_The problem_
What lines in the data below mention the string "Twin"? Copy them out.

Records from a data source:
-.-.-

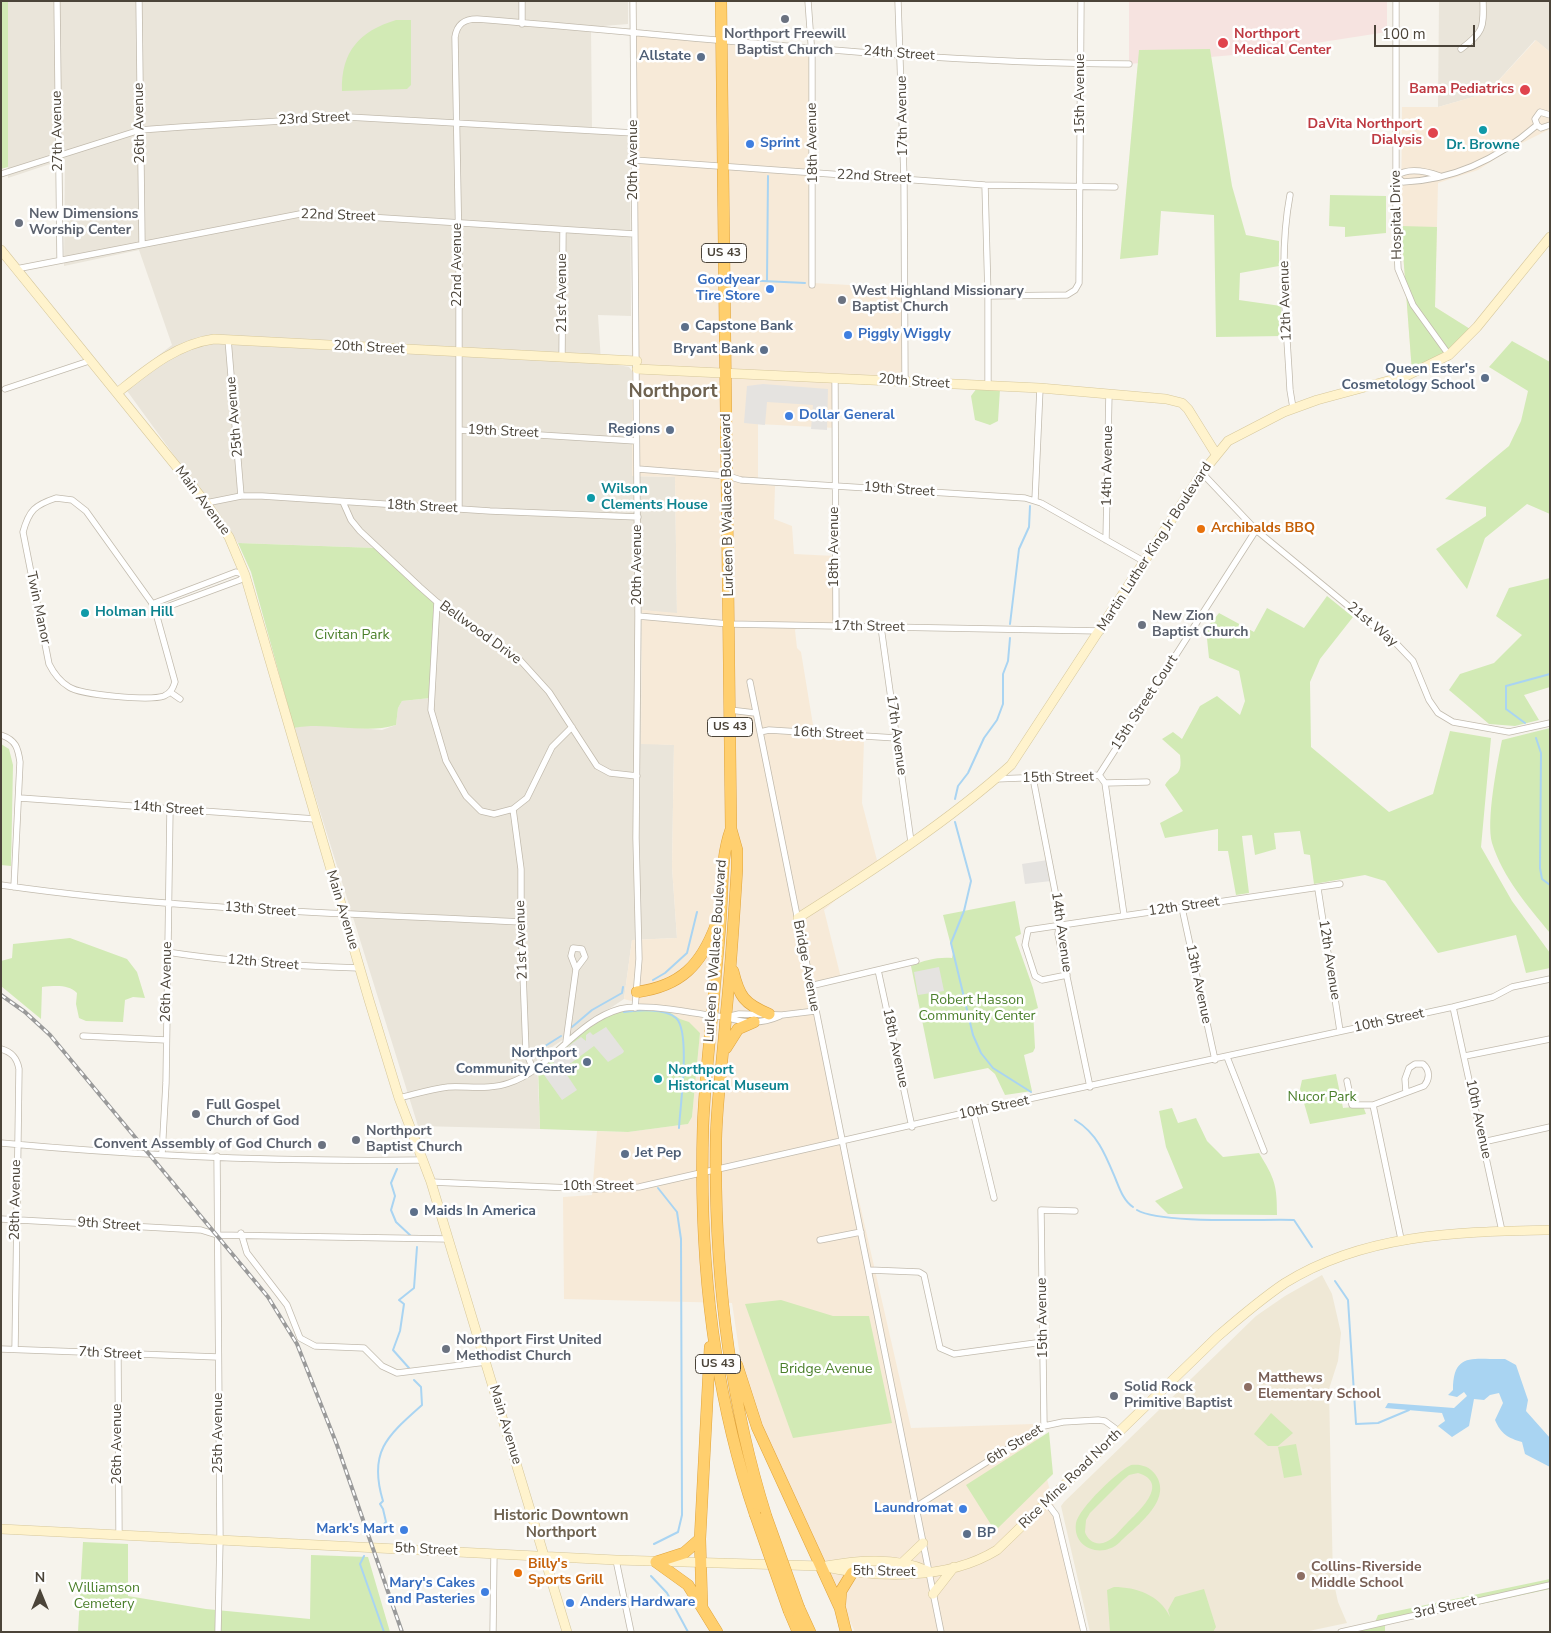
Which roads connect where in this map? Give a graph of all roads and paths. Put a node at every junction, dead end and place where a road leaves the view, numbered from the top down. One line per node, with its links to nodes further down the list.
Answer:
1 (57, 1): 26 (street, 27th Avenue)
2 (139, 1): 24 (street, 26th Avenue)
3 (522, 1): 12 (street)
4 (633, 1): 13 (street, 20th Avenue)
5 (721, 1): 14 (highway, Lurleen B Wallace Boulevard / US 43)
6 (808, 1): 15 (street, 18th Avenue)
7 (898, 1): 17 (street, 17th Avenue)
8 (1081, 1): 18 (street, 15th Avenue)
9 (1396, 1): 31 (street, Hospital Drive)
10 (1483, 1): 16 (street)
11 (461, 22): 12 (street, 24th Street); 21 (street, 22nd Avenue)
12 (522, 24): 13 (street, 24th Street)
13 (633, 32): 14 (street, 24th Street); 25 (street, 20th Avenue)
14 (723, 42): 15 (street, 24th Street); 28 (highway, Lurleen B Wallace Boulevard / US 43)
15 (811, 48): 17 (street, 24th Street); 30 (street, 18th Avenue)
16 (1461, 49)
17 (901, 55): 18 (street, 24th Street); 33 (street, 17th Avenue)
18 (1081, 64): 19 (street, 24th Street); 35 (street, 15th Avenue)
19 (1129, 64)
20 (1550, 115): 22 (street)
21 (456, 122): 24 (street, 23rd Street); 25 (street, 23rd Street); 38 (street, 22nd Avenue)
22 (1537, 125): 23 (street); 32 (street)
23 (1550, 125)
24 (140, 130): 26 (street, 23rd Street); 42 (street, 26th Avenue)
25 (634, 132): 27 (street, 20th Avenue)
26 (58, 157): 29 (street, 23rd Street); 44 (street, 27th Avenue)
27 (634, 160): 28 (street, 22nd Street); 40 (street, 20th Avenue)
28 (724, 167): 30 (street, 22nd Street); 54 (highway, Lurleen B Wallace Boulevard / US 43)
29 (1, 174)
30 (813, 174): 33 (street, 22nd Street); 46 (street, 18th Avenue)
31 (1396, 176): 32 (street); 32 (street); 51 (street, Hospital Drive)
32 (1440, 176)
33 (904, 179): 34 (street, 22nd Street); 56 (street, 17th Avenue)
34 (985, 185): 35 (street, 22nd Street); 47 (street)
35 (1081, 187): 36 (street, 22nd Street); 47 (street, 15th Avenue)
36 (1114, 187)
37 (1290, 195): 62 (street, 12th Avenue)
38 (458, 223): 39 (street, 22nd Street); 42 (street, 22nd Street); 49 (street, 22nd Avenue)
39 (563, 230): 40 (street, 22nd Street); 50 (street, 21st Avenue)
40 (634, 234): 53 (street, 20th Avenue)
41 (1550, 236): 51 (main road, Martin Luther King Jr Boulevard)
42 (142, 244): 44 (street, 22nd Street)
43 (1, 250): 45 (main road, Main Avenue)
44 (60, 260): 45 (street, 22nd Street)
45 (16, 269): 52 (main road, Main Avenue)
46 (812, 285)
47 (988, 296): 57 (street)
48 (228, 338): 49 (main road, 20th Street); 60 (main road, 20th Street); 70 (street, 25th Avenue)
49 (458, 352): 50 (main road, 20th Street); 63 (street, 22nd Avenue)
50 (562, 356): 53 (main road, 20th Street)
51 (1449, 356): 62 (main road, Martin Luther King Jr Boulevard)
52 (89, 361): 59 (street); 60 (main road, Main Avenue)
53 (637, 365): 54 (main road, 20th Street); 64 (street, 20th Avenue)
54 (726, 372): 55 (main road, 20th Street); 68 (highway, Lurleen B Wallace Boulevard / US 43)
55 (834, 378): 56 (main road, 20th Street); 69 (street, 18th Avenue)
56 (905, 381): 57 (main road, 20th Street)
57 (988, 385): 58 (main road, 20th Street)
58 (1040, 388): 61 (main road, 20th Street); 71 (street)
59 (5, 390)
60 (117, 392): 73 (main road, Main Avenue)
61 (1109, 393): 65 (main road, 20th Street); 77 (street, 14th Avenue)
62 (1293, 408): 65 (main road, Martin Luther King Jr Boulevard)
63 (459, 430): 64 (street, 19th Street); 74 (street, 22nd Avenue)
64 (636, 440): 66 (street, 20th Avenue)
65 (1216, 454): 67 (main road, Martin Luther King Jr Boulevard)
66 (638, 470): 68 (street, 19th Street); 75 (street, 20th Avenue)
67 (1202, 473): 76 (street, 21st Way); 78 (main road, Martin Luther King Jr Boulevard)
68 (728, 476): 69 (street, 19th Street); 84 (highway, Lurleen B Wallace Boulevard / US 43)
69 (835, 486): 71 (street, 19th Street); 85 (street, 18th Avenue)
70 (241, 496): 72 (street, 18th Street); 73 (street, 18th Street)
71 (1035, 500): 77 (street, 19th Street)
72 (343, 502): 74 (street, 18th Street); 80 (street, Bellwood Drive)
73 (206, 503): 79 (main road, Main Avenue)
74 (459, 509): 75 (street, 18th Street)
75 (638, 517): 83 (street, 20th Avenue)
76 (1256, 530): 93 (street, 21st Way); 99 (street, 15th Street Court)
77 (1106, 540): 78 (street, 19th Street)
78 (1145, 562): 87 (main road, Martin Luther King Jr Boulevard)
79 (245, 575): 81 (street); 82 (street); 107 (main road, Main Avenue)
80 (437, 602): 94 (street, Bellwood Drive); 106 (street)
81 (152, 604): 82 (street, Twin Manor); 89 (street, Twin Manor)
82 (156, 611): 89 (street, Twin Manor)
83 (638, 616): 84 (street, 17th Street); 98 (street, 20th Avenue)
84 (729, 624): 85 (street, 17th Street); 91 (highway, Lurleen B Wallace Boulevard / US 43)
85 (836, 626): 86 (street, 17th Street)
86 (881, 627): 87 (street, 17th Street); 97 (street, 17th Avenue)
87 (1100, 631): 101 (main road, Martin Luther King Jr Boulevard)
88 (750, 682): 92 (street, Bridge Avenue)
89 (170, 692): 90 (street)
90 (180, 699)
91 (730, 710): 92 (street); 108 (highway, Lurleen B Wallace Boulevard / US 43)
92 (755, 713): 95 (street, Bridge Avenue)
93 (1550, 722)
94 (572, 727): 98 (street, Bellwood Drive); 106 (street)
95 (760, 732): 97 (street, 16th Street); 119 (street, Bridge Avenue)
96 (1, 736): 104 (street)
97 (896, 738): 109 (street, 17th Avenue)
98 (637, 776): 131 (street, 20th Avenue)
99 (1099, 776): 100 (street, 15th Street); 103 (street, 15th Street)
100 (1033, 778): 101 (street, 15th Street); 121 (street, 14th Avenue)
101 (995, 779): 109 (main road, Martin Luther King Jr Boulevard)
102 (1148, 782): 103 (street, 15th Street)
103 (1105, 783): 118 (street)
104 (20, 798): 105 (street, 14th Street); 112 (street)
105 (170, 809): 107 (street, 14th Street); 114 (street, 26th Avenue)
106 (512, 810): 120 (street, 21st Avenue)
107 (315, 819): 117 (main road, Main Avenue)
108 (731, 829): 116 (highway, Lurleen B Wallace Boulevard / US 43); 124 (highway, Lurleen B Wallace Boulevard / US 43)
109 (911, 842): 119 (main road, Martin Luther King Jr Boulevard)
110 (1340, 884): 113 (street, 12th Street)
111 (1, 885): 112 (street, 13th Street)
112 (14, 887): 114 (street, 13th Street)
113 (1318, 888): 115 (street, 12th Street); 140 (street, 12th Avenue)
114 (169, 903): 117 (street, 13th Street); 122 (street, 26th Avenue)
115 (1182, 908): 118 (street, 12th Street); 148 (street, 13th Avenue)
116 (721, 911): 131 (highway); 137 (highway, Lurleen B Wallace Boulevard / US 43)
117 (344, 914): 120 (street, 13th Street); 125 (main road, Main Avenue)
118 (1124, 915): 121 (street, 12th Street)
119 (798, 918): 130 (street, Bridge Avenue)
120 (521, 922): 150 (street, 21st Avenue)
121 (1059, 925): 128 (street, 14th Avenue); 128 (street, 12th Street)
122 (167, 952): 125 (street, 12th Street); 143 (street, 26th Avenue)
123 (916, 961): 127 (street)
124 (730, 962): 135 (highway); 138 (highway, Lurleen B Wallace Boulevard / US 43)
125 (360, 968): 154 (main road, Main Avenue)
126 (576, 969): 144 (street)
127 (878, 970): 130 (street); 157 (street, 18th Avenue)
128 (1067, 975): 152 (street, 14th Avenue)
129 (1550, 979): 132 (street, 10th Street)
130 (810, 986): 134 (street, Bridge Avenue)
131 (637, 992): 133 (street, 20th Avenue)
132 (1453, 1007): 140 (street, 10th Street); 146 (street, 10th Avenue)
133 (635, 1008): 137 (street); 144 (street)
134 (815, 1011): 136 (street); 159 (street, Bridge Avenue)
135 (769, 1014): 136 (street); 138 (street)
136 (782, 1015): 139 (street)
137 (712, 1016): 138 (street); 168 (highway, Lurleen B Wallace Boulevard / US 43)
138 (726, 1017): 139 (street); 149 (highway, Lurleen B Wallace Boulevard / US 43)
139 (754, 1022): 149 (highway)
140 (1340, 1031): 147 (street, 10th Street)
141 (83, 1036): 143 (street)
142 (1550, 1039): 146 (street)
143 (166, 1040): 164 (street, 26th Avenue)
144 (566, 1042): 150 (street)
145 (1, 1049): 162 (street, 28th Avenue)
146 (1465, 1056): 160 (street, 10th Avenue)
147 (1227, 1057): 148 (street, 10th Street); 163 (street)
148 (1215, 1060): 152 (street, 10th Street)
149 (721, 1061): 167 (highway, Lurleen B Wallace Boulevard / US 43)
150 (533, 1069): 154 (street)
151 (1347, 1080): 155 (street)
152 (1090, 1087): 156 (street, 10th Street)
153 (1406, 1092): 153 (street); 155 (street)
154 (400, 1098): 166 (main road, Main Avenue)
155 (1373, 1104): 179 (street)
156 (973, 1112): 157 (street, 10th Street); 170 (street)
157 (912, 1127): 159 (street, 10th Street)
158 (1550, 1127): 160 (street)
159 (842, 1142): 167 (street, 10th Street); 176 (street, Bridge Avenue)
160 (1483, 1142): 175 (street, 10th Avenue)
161 (1, 1143): 162 (street)
162 (18, 1145): 164 (street); 173 (street, 28th Avenue)
163 (1264, 1151)
164 (162, 1154): 165 (street)
165 (217, 1156): 166 (street); 178 (street, 25th Avenue)
166 (423, 1160): 169 (main road, Main Avenue)
167 (717, 1171): 168 (street, 10th Street); 184 (highway, Lurleen B Wallace Boulevard / US 43)
168 (703, 1174): 169 (street, 10th Street); 183 (highway, Lurleen B Wallace Boulevard / US 43)
169 (431, 1182): 180 (main road, Main Avenue)
170 (994, 1198)
171 (1075, 1211): 185 (street, 15th Avenue)
172 (1, 1219): 173 (street, 9th Street)
173 (16, 1220): 178 (street, 9th Street); 187 (street, 28th Avenue)
174 (1550, 1230): 175 (main road, Rice Mine Road North)
175 (1502, 1231): 179 (main road, Rice Mine Road North)
176 (861, 1232): 181 (street); 182 (street, Bridge Avenue)
177 (240, 1233): 178 (street); 180 (street); 190 (street)
178 (217, 1234): 189 (street, 25th Avenue)
179 (1401, 1239): 192 (main road, Rice Mine Road North)
180 (449, 1240): 190 (main road, Main Avenue)
181 (820, 1240)
182 (869, 1270): 185 (street); 194 (street, Bridge Avenue)
183 (709, 1305): 195 (highway, Lurleen B Wallace Boulevard / US 43); 199 (highway)
184 (728, 1340): 195 (highway, Lurleen B Wallace Boulevard / US 43); 207 (highway)
185 (1043, 1342): 191 (street, 15th Avenue)
186 (1, 1349): 187 (street, 7th Street)
187 (15, 1349): 188 (street, 7th Street)
188 (118, 1354): 189 (street, 7th Street); 197 (street, 26th Avenue)
189 (218, 1357): 198 (street, 25th Avenue)
190 (486, 1362): 202 (main road, Main Avenue)
191 (1044, 1426): 192 (street, 6th Street); 194 (street, 6th Street)
192 (1120, 1432): 193 (main road, Rice Mine Road North)
193 (1047, 1503): 208 (main road, Rice Mine Road North); 225 (street)
194 (917, 1506): 200 (street, Bridge Avenue)
195 (761, 1515): 215 (highway, Lurleen B Wallace Boulevard / US 43, bridge)
196 (1, 1529): 197 (main road, 5th Street)
197 (119, 1534): 198 (main road, 5th Street)
198 (220, 1539): 201 (main road, 5th Street); 216 (street, 25th Avenue)
199 (700, 1539): 204 (highway); 206 (highway)
200 (923, 1543): 205 (main road); 209 (street, Bridge Avenue)
201 (494, 1553): 202 (main road, 5th Street); 217 (street)
202 (544, 1555): 203 (main road, 5th Street); 218 (main road, Main Avenue)
203 (616, 1560): 204 (main road, 5th Street); 219 (street)
204 (656, 1562): 206 (main road, 5th Street); 213 (highway)
205 (902, 1563): 207 (main road, 5th Street); 209 (main road, 5th Street)
206 (701, 1564): 207 (main road, 5th Street); 213 (highway)
207 (820, 1566): 210 (main road, 5th Street); 214 (highway)
208 (954, 1567): 209 (main road, Rice Mine Road North); 212 (main road)
209 (928, 1571): 210 (main road, 5th Street); 212 (street, Bridge Avenue)
210 (852, 1573): 214 (highway)
211 (1550, 1585): 226 (street, 3rd Street)
212 (933, 1594): 224 (street, Bridge Avenue)
213 (702, 1606): 220 (highway)
214 (840, 1608): 223 (highway)
215 (794, 1609): 221 (highway, Lurleen B Wallace Boulevard / US 43); 222 (highway, Lurleen B Wallace Boulevard / US 43)
216 (218, 1632)
217 (493, 1632)
218 (567, 1632)
219 (630, 1632)
220 (717, 1632)
221 (798, 1632)
222 (810, 1632)
223 (846, 1632)
224 (941, 1632)
225 (1084, 1632)
226 (1341, 1632)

-.-.-

_Your response_
81 (152, 604): 82 (street, Twin Manor); 89 (street, Twin Manor)
82 (156, 611): 89 (street, Twin Manor)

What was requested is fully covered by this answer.